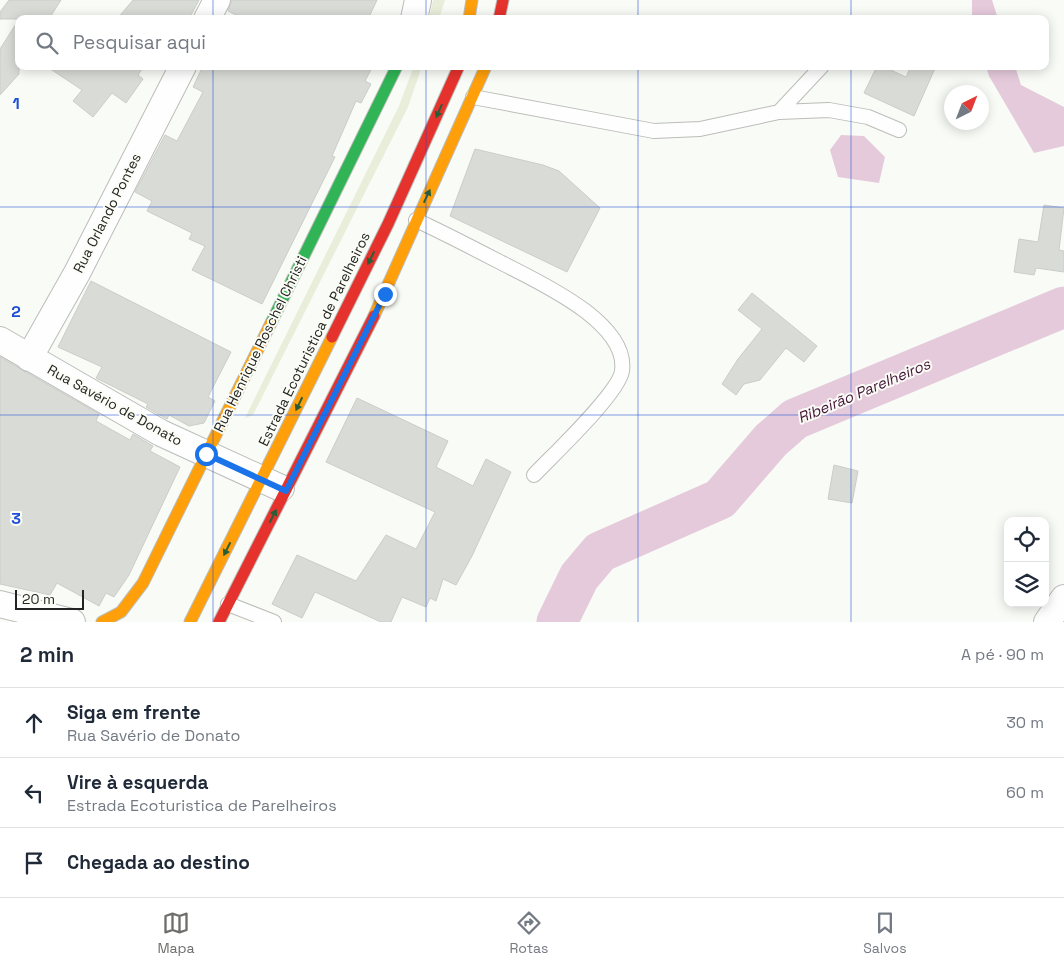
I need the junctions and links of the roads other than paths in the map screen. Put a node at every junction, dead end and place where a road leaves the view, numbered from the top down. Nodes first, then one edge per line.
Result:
1 (217, 0) edge
2 (418, 0) edge
3 (472, 0) edge
4 (503, 0) edge
5 (209, 15) edge
6 (415, 15) edge
7 (470, 15) edge
8 (499, 15) edge
9 (181, 70) edge
10 (395, 70) edge
11 (457, 70) edge
12 (484, 70) edge
13 (818, 70) edge
14 (473, 97) junction
15 (779, 112) junction
16 (899, 130) dead end
17 (416, 220) junction
18 (0, 340) edge
19 (29, 358) junction
20 (206, 454) junction
21 (534, 475) dead end
22 (262, 479) junction
23 (286, 491) junction
24 (1064, 598) edge
25 (0, 604) edge
26 (228, 604) junction
27 (72, 622) edge
28 (102, 622) edge
29 (190, 622) edge
30 (219, 622) edge
31 (274, 622) edge
32 (1047, 622) edge

1 - 5 street
2 - 6 street
3 - 7 main road
4 - 8 main road
9 - 19 street, Rua Orlando Pontes
10 - 20 main road, Rua Henrique Roschel Christi
11 -> 22 main road, Estrada Ecoturistica de Parelheiros
12 - 14 main road
13 - 15 lane
14 - 15 lane
17 -> 14 main road
15 - 16 lane
17 - 21 lane
17 - 23 main road
18 - 19 street, Rua Savério de Donato
19 - 20 street, Rua Savério de Donato
20 - 22 street, Rua Savério de Donato
20 - 28 main road, Rua Henrique Roschel Christi
22 - 23 street, Rua Savério de Donato
22 -> 29 main road, Estrada Ecoturistica de Parelheiros
26 -> 23 main road
24 - 32 street
25 - 27 street
26 - 30 main road
26 - 31 lane

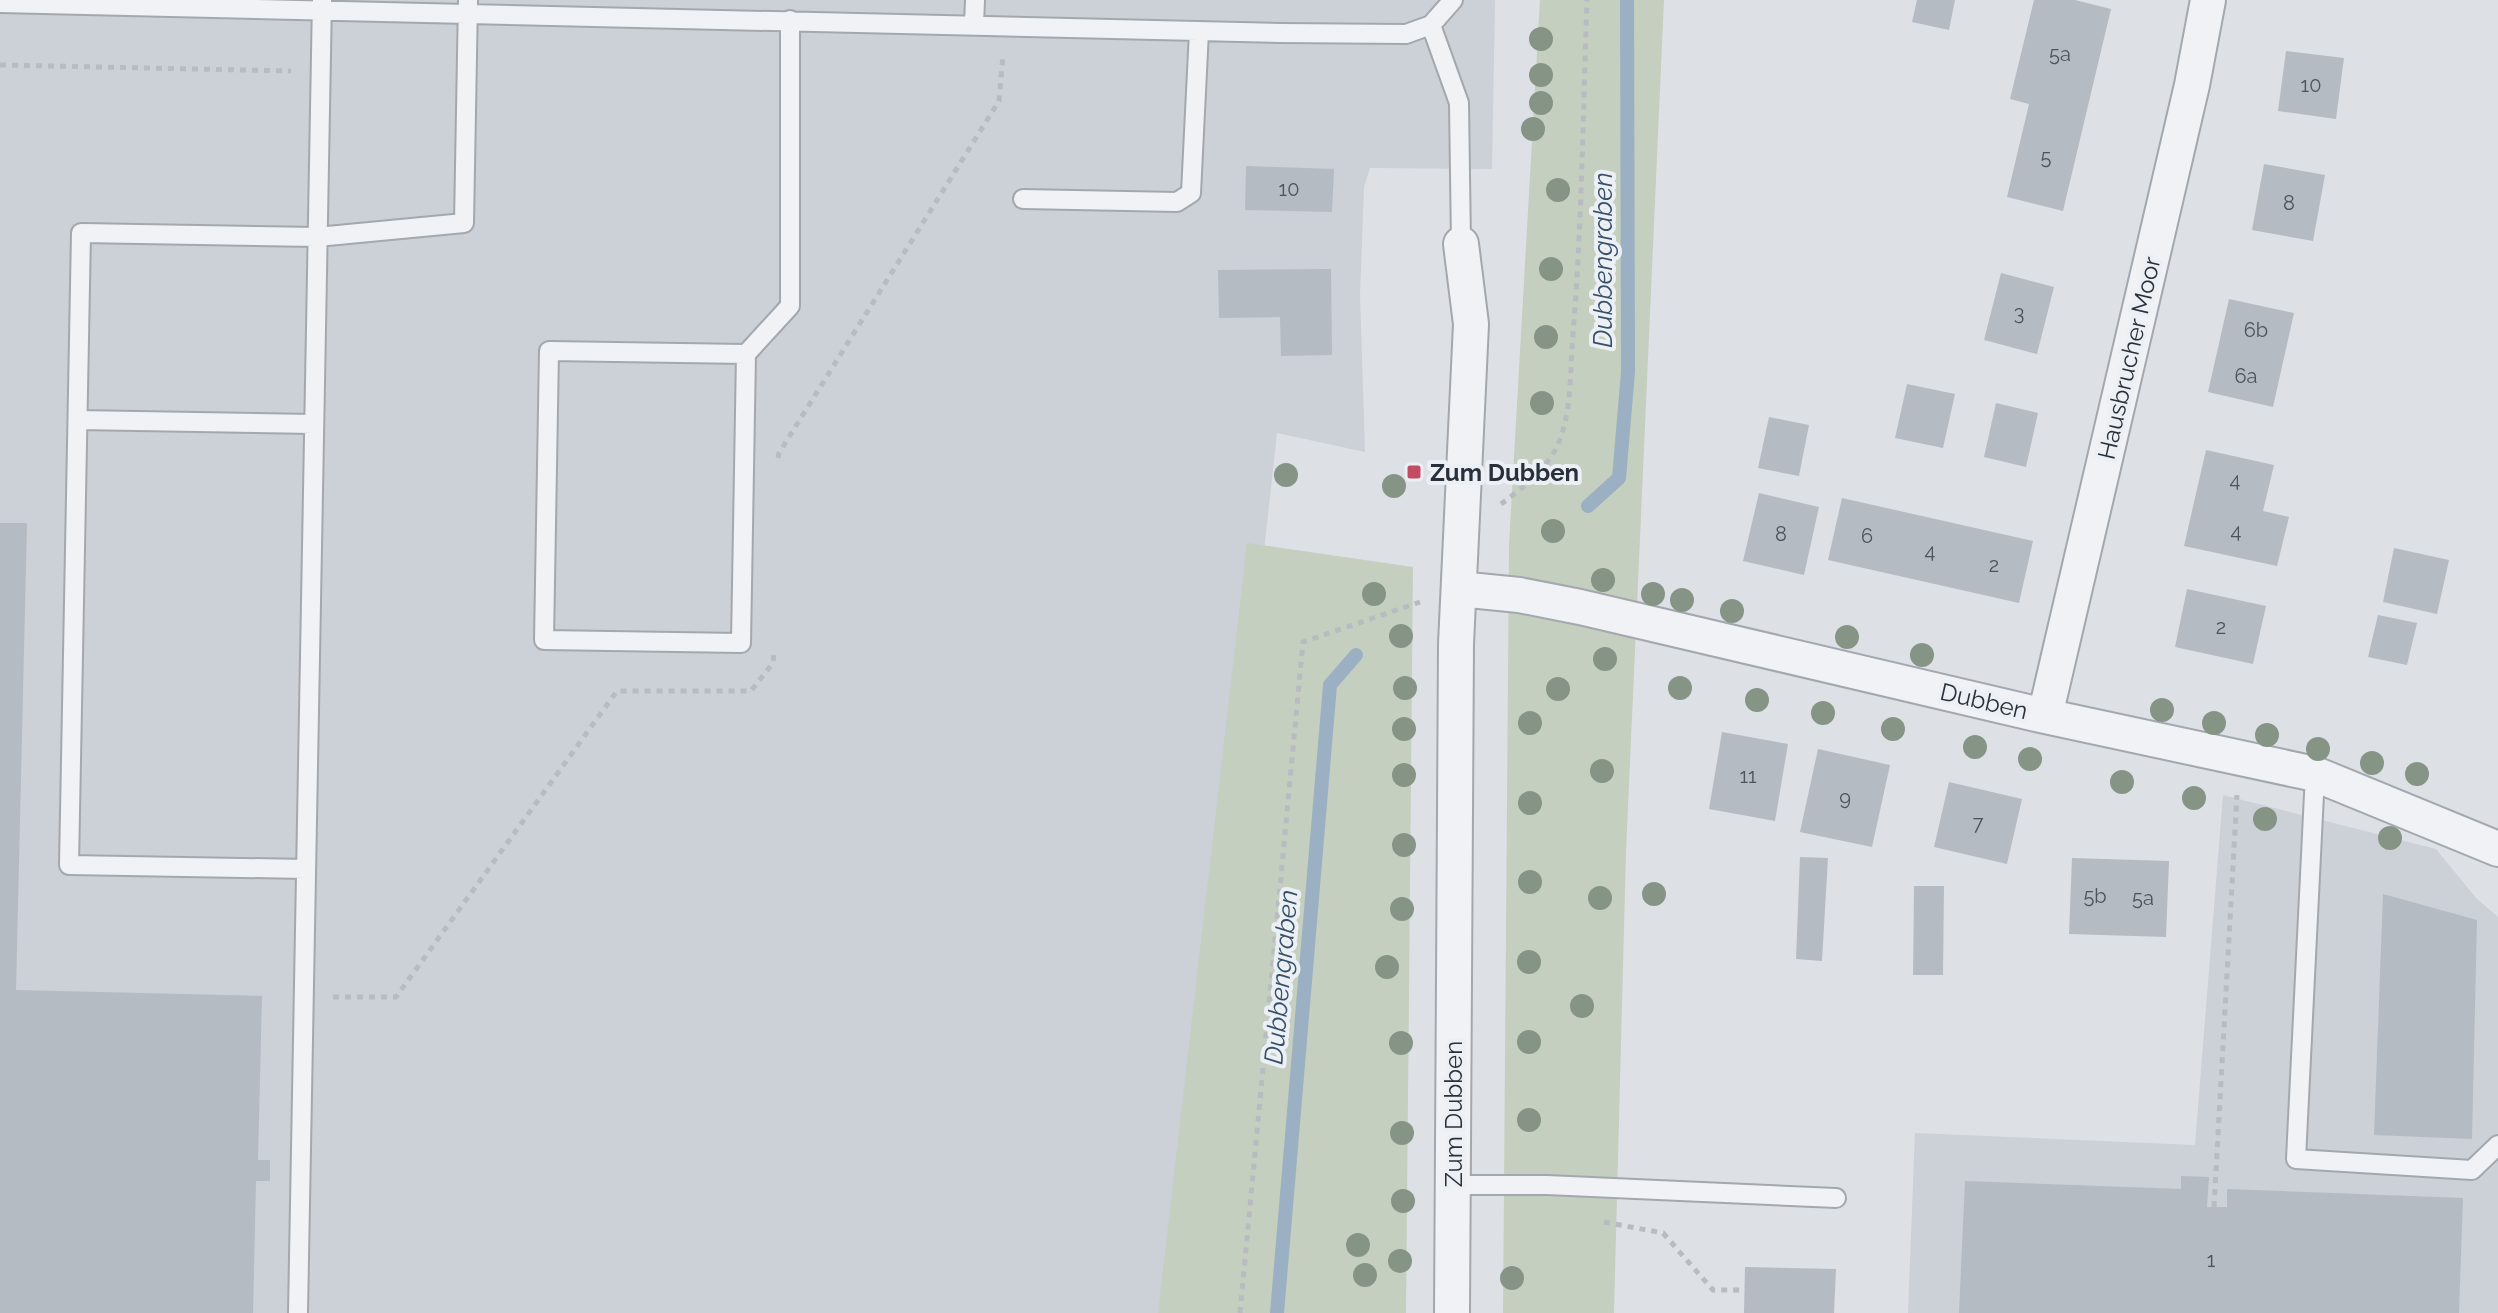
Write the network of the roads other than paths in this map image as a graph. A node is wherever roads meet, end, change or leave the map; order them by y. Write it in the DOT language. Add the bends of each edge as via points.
graph roads {
  1 [pos="975,0"];
  2 [pos="1453,0"];
  3 [pos="2208,0"];
  4 [pos="0,3"];
  5 [pos="322,5"];
  6 [pos="468,6"];
  7 [pos="790,20"];
  8 [pos="974,24"];
  9 [pos="1431,25"];
  10 [pos="1199,31"];
  11 [pos="1023,199"];
  12 [pos="317,237"];
  13 [pos="1461,244"];
  14 [pos="746,354"];
  15 [pos="78,420"];
  16 [pos="314,424"];
  17 [pos="1459,589"];
  18 [pos="2045,716"];
  19 [pos="2315,774"];
  20 [pos="2498,849"];
  21 [pos="306,869"];
  22 [pos="2498,1145"];
  23 [pos="1453,1185"];
  24 [pos="1836,1198"];
  25 [pos="298,1313"];
  26 [pos="1452,1313"];
  1 -- 8 [label="lane"];
  2 -- 9 [label="lane"];
  3 -- 18 [label="street, Hausbrucher Moor"];
  4 -- 5 [label="lane" via="287,11"];
  5 -- 6 [label="lane"];
  5 -- 12 [label="lane"];
  6 -- 7 [label="lane"];
  6 -- 12 [label="lane" via="464,223"];
  7 -- 8 [label="lane"];
  7 -- 14 [label="lane" via="790,306"];
  8 -- 10 [label="lane"];
  9 -- 10 [label="lane" via="1406,34"];
  9 -- 13 [label="lane" via="1459,103"];
  10 -- 11 [label="lane" via="1191,193 1177,202"];
  12 -- 15 [label="lane" via="81,233"];
  12 -- 16 [label="lane"];
  13 -- 17 [label="street, Zum Dubben" via="1471,324"];
  14 -- 14 [label="lane" via="741,643 544,640 549,351"];
  15 -- 16 [label="lane"];
  15 -- 21 [label="lane" via="69,865"];
  16 -- 21 [label="lane"];
  17 -- 18 [label="street, Dubben" via="1580,607"];
  17 -- 23 [label="street, Zum Dubben"];
  18 -- 19 [label="street, Dubben"];
  19 -- 20 [label="street, Dubben"];
  19 -- 22 [label="lane" via="2296,1159 2472,1170"];
  21 -- 25 [label="lane"];
  23 -- 24 [label="lane"];
  23 -- 26 [label="street, Zum Dubben"];
}
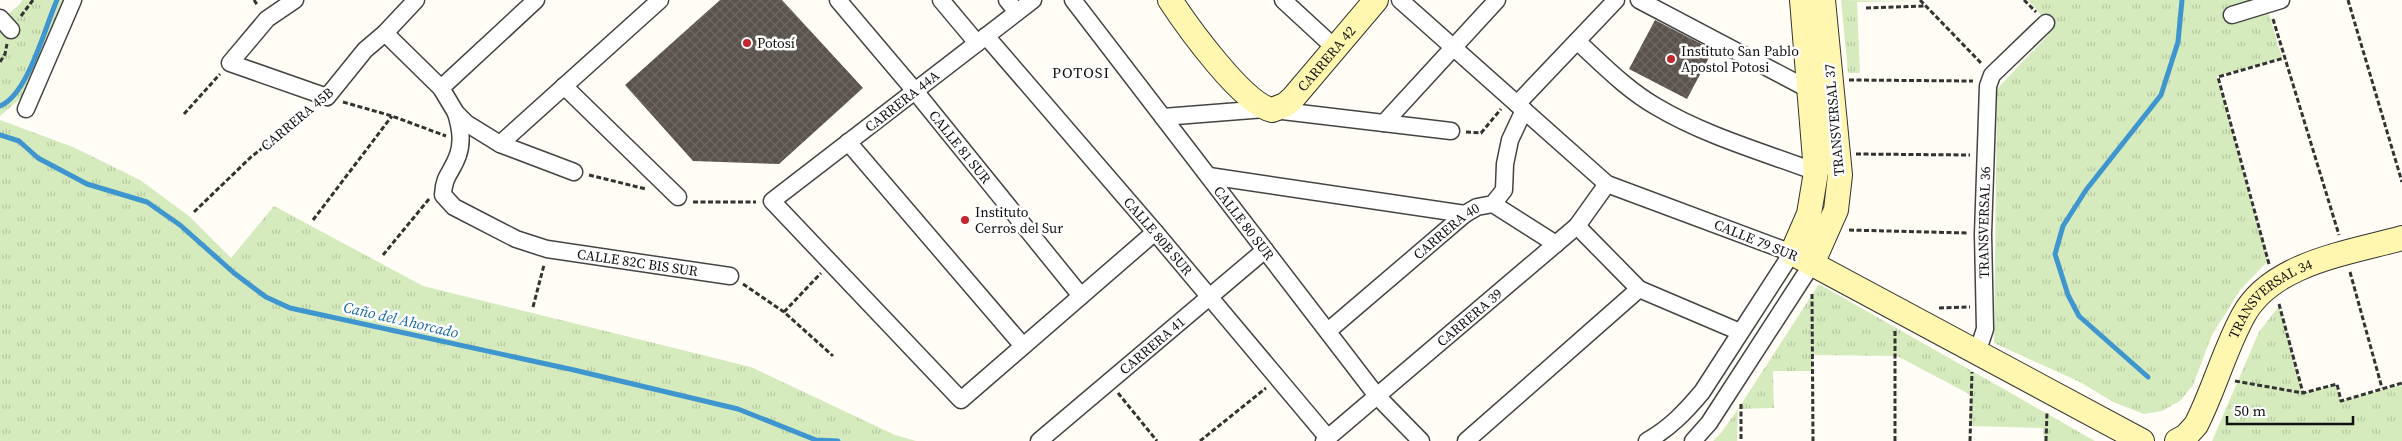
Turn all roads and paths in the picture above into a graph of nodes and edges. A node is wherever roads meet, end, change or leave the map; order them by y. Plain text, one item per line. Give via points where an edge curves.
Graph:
1 (73, 0) edge
2 (295, 0) edge
3 (416, 0) edge
4 (536, 0) edge
5 (660, 0) edge
6 (838, 0) edge
7 (941, 0) edge
8 (1033, 0) edge
9 (1073, 0) edge
10 (1170, 0) edge
11 (1282, 0) edge
12 (1376, 0) edge
13 (1400, 0) edge
14 (1498, 0) edge
15 (1616, 0) edge
16 (1639, 0) edge
17 (1920, 0) edge
18 (2348, 0) edge
19 (1804, 2) edge
20 (2275, 2) edge
21 (1012, 6) edge
22 (1925, 6) junction
23 (1866, 8) dead end
24 (2232, 15) dead end
25 (2046, 23) dead end
26 (385, 33) junction
27 (982, 40) junction
28 (1577, 41) junction
29 (1335, 48) junction
30 (1454, 48) junction
31 (2284, 58) junction
32 (230, 63) junction
33 (1991, 78) junction
34 (1820, 85) junction
35 (564, 86) junction
36 (441, 88) junction
37 (915, 91) junction
38 (327, 97) junction
39 (1517, 104) junction
40 (26, 109) dead end
41 (1268, 109) junction
42 (456, 113) junction
43 (184, 114) dead end
44 (392, 116) junction
45 (1163, 116) junction
46 (1384, 123) junction
47 (1451, 131) joint
48 (461, 142) junction
49 (848, 142) junction
50 (500, 144) junction
51 (1867, 154) dead end
52 (1986, 155) junction
53 (574, 172) dead end
54 (1816, 172) junction
55 (1208, 176) junction
56 (444, 181) junction
57 (2402, 182) edge
58 (1607, 184) junction
59 (678, 197) dead end
60 (1492, 204) junction
61 (194, 212) dead end
62 (1464, 214) junction
63 (313, 220) dead end
64 (1577, 226) junction
65 (1828, 230) junction
66 (1155, 232) junction
67 (1983, 234) junction
68 (2402, 238) edge
69 (1556, 244) junction
70 (547, 249) junction
71 (1265, 250) junction
72 (2346, 254) junction
73 (383, 255) dead end
74 (1802, 258) junction
75 (832, 262) junction
76 (730, 276) joint
77 (2272, 282) junction
78 (1639, 289) junction
79 (1081, 296) junction
80 (1210, 297) junction
81 (533, 307) dead end
82 (1895, 309) junction
83 (784, 312) junction
84 (1328, 331) junction
85 (1740, 332) junction
86 (1023, 346) junction
87 (1973, 351) junction
88 (833, 356) dead end
89 (1741, 374) junction
90 (2216, 377) junction
91 (1278, 378) junction
92 (1109, 382) junction
93 (2402, 383) edge
94 (2382, 388) junction
95 (2048, 391) junction
96 (2303, 393) junction
97 (1377, 396) junction
98 (1326, 439) edge
99 (1039, 441) edge
100 (1156, 441) edge
101 (1200, 441) edge
102 (1421, 441) edge
103 (1466, 441) edge
104 (1647, 441) edge
105 (1693, 441) edge
106 (1741, 441) edge
107 (1813, 441) edge
108 (1895, 441) edge
109 (1970, 441) edge
110 (2046, 441) edge
111 (2142, 441) edge
112 (2176, 441) edge

1 - 40 street
2 - 32 street via 267,19
3 - 26 street, CARRERA 45B
4 - 36 street
5 - 35 street
6 - 37 street, CALLE 81 SUR
7 - 27 street, CALLE 80B SUR
8 - 21 street, CARRERA 44A
9 - 45 street, CALLE 80 SUR
10 - 41 street via 1240,90
11 - 29 street
12 - 29 street, CARRERA 42
13 - 30 street, CALLE 79 SUR
14 - 30 street
15 - 28 street, CARRERA 40
16 - 34 street
17 - 22 path
18 - 57 path
19 - 34 street, TRANSVERSAL 37
20 - 24 street
20 - 31 path
21 - 27 street, CARRERA 44A
22 - 23 path
22 - 33 path
25 - 33 street
26 - 36 street
26 - 38 street, CARRERA 45B via 364,50
27 - 37 street, CARRERA 44A
27 - 66 street, CALLE 80B SUR
28 - 39 street, CARRERA 40
28 - 54 street via 1628,87 1656,107 1707,132
29 - 41 street, CARRERA 42 via 1293,98 1285,105
30 - 39 street, CALLE 79 SUR
30 - 46 street
31 - 72 path
31 - 77 path via 2218,77
32 - 38 street
32 - 43 path
33 - 34 path
33 - 52 street, TRANSVERSAL 36
34 - 54 street, TRANSVERSAL 37
34 - 65 street, TRANSVERSAL 37 via 1840,175 1836,210
35 - 50 street
35 - 59 street
36 - 42 street
37 - 49 street, CARRERA 44A
37 - 79 street, CALLE 81 SUR
38 - 44 path
38 - 61 path, CARRERA 45B via 251,157
39 - 47 path via 1480,134
39 - 58 street, CALLE 79 SUR
39 - 60 street, CARRERA 40 via 1505,164 1504,190
41 - 45 street
41 - 46 street
42 - 48 street
42 - 50 street via 477,131
44 - 48 path
44 - 63 path
45 - 55 street, CALLE 80 SUR
46 - 47 street
48 - 56 street via 458,156
49 - 75 street, CARRERA 44A via 772,201
49 - 86 street
50 - 53 street
51 - 52 path
52 - 67 street, TRANSVERSAL 36
54 - 74 street, TRANSVERSAL 37
55 - 62 street
55 - 71 street, CALLE 80 SUR
56 - 70 street, CALLE 82C BIS SUR via 443,195 454,207 516,240
56 - 73 path
58 - 64 street, CARRERA 39
58 - 74 street, CALLE 79 SUR
60 - 62 street, CARRERA 40
60 - 69 street
62 - 84 street, CARRERA 40
64 - 69 street, CARRERA 39
64 - 78 street
65 - 67 path
65 - 74 street, TRANSVERSAL 37
66 - 79 street
66 - 80 street, CALLE 80B SUR
67 - 87 street, TRANSVERSAL 36 via 1985,329
68 - 72 street, TRANSVERSAL 34
69 - 97 street, CARRERA 39
70 - 76 street, CALLE 82C BIS SUR
70 - 81 path
71 - 80 street, CARRERA 41
71 - 84 street, CALLE 80 SUR
72 - 77 street, TRANSVERSAL 34 via 2294,270
72 - 94 path
74 - 82 street, CALLE 79 SUR
74 - 85 street
74 - 89 street
74 - 107 path
75 - 83 path
75 - 86 street via 961,400
76 - 83 path
77 - 90 street, TRANSVERSAL 34 via 2247,308
77 - 96 path
78 - 85 street
78 - 103 street
79 - 86 street
80 - 91 street, CALLE 80B SUR
80 - 92 street, CARRERA 41
82 - 87 street, CALLE 79 SUR
82 - 108 path
83 - 88 path
84 - 97 street, CALLE 80 SUR
85 - 104 street via 1702,392 1685,412 1666,430
87 - 95 street, CALLE 79 SUR
87 - 109 path
89 - 105 street via 1710,423
89 - 106 path
90 - 96 path
90 - 112 street, TRANSVERSAL 34 via 2196,425
91 - 98 street, CALLE 80B SUR
91 - 101 path
92 - 99 street, CARRERA 41
92 - 100 path
93 - 94 path
94 - 96 path via 2341,401 2337,384
95 - 110 path
95 - 111 street, CALLE 79 SUR
97 - 98 street, CARRERA 39
97 - 102 street, CALLE 80 SUR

____________________

• EXERCISE DETAILS: Among the lines above, please find those with "Parelheiros" and copy them.

• OUTPUT OF THE TASK:
11 -> 22 main road, Estrada Ecoturistica de Parelheiros
22 -> 29 main road, Estrada Ecoturistica de Parelheiros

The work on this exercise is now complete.